Change-Id: I7ac9c16dfe1c60f04e117dd634609f03faa3c3dc
Reviewed-on: http://gerrit.cloudera.org:8080/21705
Reviewed-by: Michael Smith <[email protected]>
Tested-by: Impala Public Jenkins <[email protected]>
Reviewed-by: Joe McDonnell <[email protected]>
---
bin/jenkins/all-tests.sh | 5 ++++-
bin/jenkins/finalize.sh | 34 +++++++++++++++++++++++++++-------
2 files changed, 31 insertions(+), 8 deletions(-)

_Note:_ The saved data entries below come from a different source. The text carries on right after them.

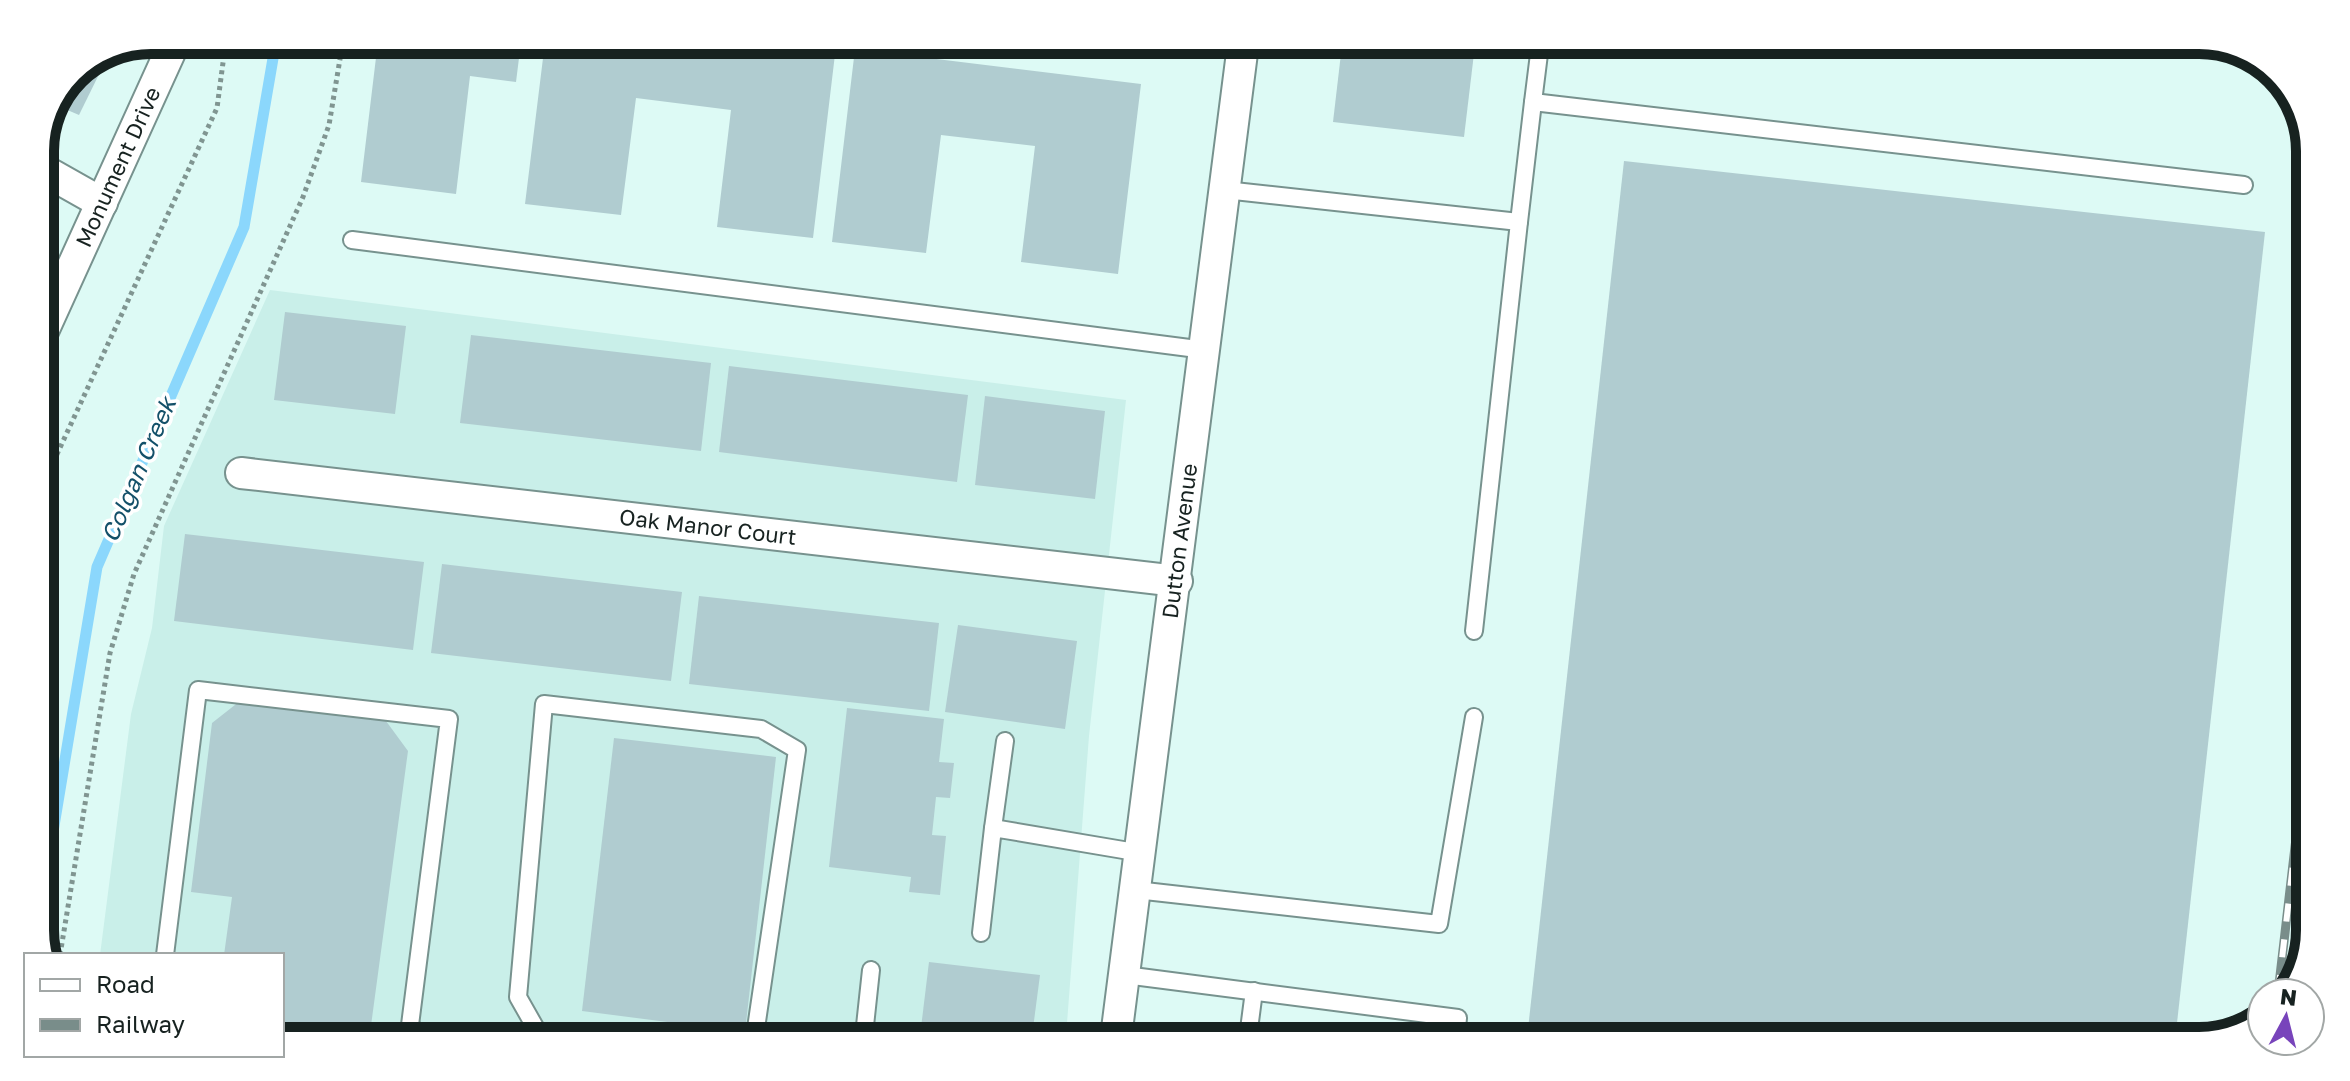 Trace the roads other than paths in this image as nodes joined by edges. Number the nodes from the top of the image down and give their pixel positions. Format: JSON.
{"nodes":[{"id":1,"x":169,"y":54,"type":"edge"},
{"id":2,"x":1242,"y":54,"type":"edge"},
{"id":3,"x":1539,"y":54,"type":"edge"},
{"id":4,"x":1533,"y":102,"type":"junction"},
{"id":5,"x":54,"y":176,"type":"edge"},
{"id":6,"x":2244,"y":185,"type":"dead end"},
{"id":7,"x":1225,"y":190,"type":"junction"},
{"id":8,"x":102,"y":203,"type":"junction"},
{"id":9,"x":1519,"y":222,"type":"junction"},
{"id":10,"x":352,"y":240,"type":"dead end"},
{"id":11,"x":54,"y":308,"type":"edge"},
{"id":12,"x":1205,"y":350,"type":"junction"},
{"id":13,"x":241,"y":473,"type":"dead end"},
{"id":14,"x":1177,"y":581,"type":"junction"},
{"id":15,"x":1474,"y":631,"type":"dead end"},
{"id":16,"x":1474,"y":717,"type":"dead end"},
{"id":17,"x":1005,"y":741,"type":"dead end"},
{"id":18,"x":993,"y":828,"type":"junction"},
{"id":19,"x":1141,"y":853,"type":"junction"},
{"id":20,"x":1136,"y":890,"type":"junction"},
{"id":21,"x":981,"y":933,"type":"dead end"},
{"id":22,"x":165,"y":953,"type":"edge"},
{"id":23,"x":871,"y":970,"type":"dead end"},
{"id":24,"x":1125,"y":975,"type":"junction"},
{"id":25,"x":1254,"y":991,"type":"junction"},
{"id":26,"x":412,"y":1027,"type":"edge"},
{"id":27,"x":535,"y":1027,"type":"edge"},
{"id":28,"x":756,"y":1027,"type":"edge"},
{"id":29,"x":865,"y":1027,"type":"edge"},
{"id":30,"x":1117,"y":1027,"type":"edge"},
{"id":31,"x":1249,"y":1027,"type":"edge"},
{"id":32,"x":1457,"y":1027,"type":"edge"}],
"edges":[{"from":1,"to":8,"type":"street","name":"Monument Drive"},
{"from":2,"to":7,"type":"street","name":"Dutton Avenue"},
{"from":3,"to":4,"type":"lane"},
{"from":4,"to":6,"type":"lane"},
{"from":4,"to":9,"type":"lane"},
{"from":5,"to":8,"type":"street"},
{"from":7,"to":9,"type":"lane"},
{"from":7,"to":12,"type":"street","name":"Dutton Avenue"},
{"from":8,"to":11,"type":"street","name":"Monument Drive"},
{"from":9,"to":15,"type":"lane"},
{"from":10,"to":12,"type":"lane"},
{"from":12,"to":14,"type":"street","name":"Dutton Avenue"},
{"from":13,"to":14,"type":"street","name":"Oak Manor Court"},
{"from":14,"to":19,"type":"street","name":"Dutton Avenue"},
{"from":16,"to":20,"type":"lane"},
{"from":17,"to":18,"type":"lane"},
{"from":18,"to":19,"type":"lane"},
{"from":18,"to":21,"type":"lane"},
{"from":19,"to":20,"type":"street","name":"Dutton Avenue"},
{"from":20,"to":24,"type":"street","name":"Dutton Avenue"},
{"from":22,"to":26,"type":"lane"},
{"from":23,"to":29,"type":"lane"},
{"from":24,"to":25,"type":"lane"},
{"from":24,"to":30,"type":"street","name":"Dutton Avenue"},
{"from":25,"to":31,"type":"lane"},
{"from":25,"to":32,"type":"lane"},
{"from":27,"to":28,"type":"lane"}]}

diff --git a/bin/jenkins/all-tests.sh b/bin/jenkins/all-tests.sh
index 41eef97ac..6624a7dae 100644
--- a/bin/jenkins/all-tests.sh
+++ b/bin/jenkins/all-tests.sh
@@ -22,6 +22,9 @@ set -euo pipefail
. $IMPALA_HOME/bin/report_build_error.sh
setup_report_build_error
+# Start time of run.
+START_TIME=$(date +"%Y-%m-%d %H:%M:%S")
+
cd "${IMPALA_HOME}"
export IMPALA_MAVEN_OPTIONS="-U"
@@ -90,5 +93,5 @@ fi
# Always shutdown minicluster at the end and run finalize.sh
testdata/bin/kill-all.sh
-bin/jenkins/finalize.sh
+bin/jenkins/finalize.sh "${START_TIME}"
exit $RET_CODE
diff --git a/bin/jenkins/finalize.sh b/bin/jenkins/finalize.sh
index a0b3380b6..8af4b0123 100755
--- a/bin/jenkins/finalize.sh
+++ b/bin/jenkins/finalize.sh
@@ -21,6 +21,13 @@
set -euo pipefail
trap 'echo Error in $0 at line $LINENO: $(cd "'$PWD'" && awk "NR == $LINENO"
$0)' ERR
+START_TIME=""
+if [ "$#" -eq 1 ]
+then
+ # START_TIME is an optional parameter which gives the start time of the test
run.
+ START_TIME="$1"
+fi
+
if test -v CMAKE_BUILD_TYPE && [[ "${CMAKE_BUILD_TYPE}" =~ 'UBSAN' ]] \
&& [ "${UBSAN_FAIL}" = "error" ] \
&& { grep -rI ": runtime error: " "${IMPALA_HOME}/logs" 2>&1 | sort | uniq
\
@@ -32,17 +39,30 @@ fi
rm -rf "${IMPALA_HOME}"/logs_system
mkdir -p "${IMPALA_HOME}"/logs_system
-# Tolerate dmesg failures. dmesg can fail if there are insufficient
permissions.
-if dmesg > "${IMPALA_HOME}"/logs_system/dmesg 2>/dev/null ||
- sudo dmesg > "${IMPALA_HOME}"/logs_system/dmesg; then
- # Check dmesg for OOMs and generate a symptom if present.
- if [[ $(grep "Out of memory" "${IMPALA_HOME}"/logs_system/dmesg) ]]; then
+# Check dmesg output for OOMs and generate a symptom if present.
+DID_JOURNALCTL=false
+if [ -n "${START_TIME}" ]
+then
+ # Restrict the dmesg output by the start time of the test run.
+ if sudo journalctl --dmesg --since="${START_TIME}" > \
+ "${IMPALA_HOME}"/logs_system/journalctl 2>/dev/null; then
+ DID_JOURNALCTL=true
+ fi
+else
+ if sudo journalctl --dmesg > \
+ "${IMPALA_HOME}"/logs_system/journalctl 2>/dev/null; then
+ DID_JOURNALCTL=true
+ fi
+fi
+
+if [[ "${DID_JOURNALCTL}" == "true" ]]; then
+ if [[ $(grep "Out of memory" "${IMPALA_HOME}"/logs_system/journalctl) ]];
then
"${IMPALA_HOME}"/bin/generate_junitxml.py --phase finalize --step dmesg \
- --stdout "${IMPALA_HOME}"/logs_system/dmesg --error "Process was OOM
killed."
+ --stdout "${IMPALA_HOME}"/logs_system/journalctl --error "Process was
OOM killed."
fi
else
- echo "Failed to run dmesg, not checking for OOMs"
+ echo "Failed to run journalctl, not checking for OOMs"
fi
# Check for any minidumps and symbolize and dump them.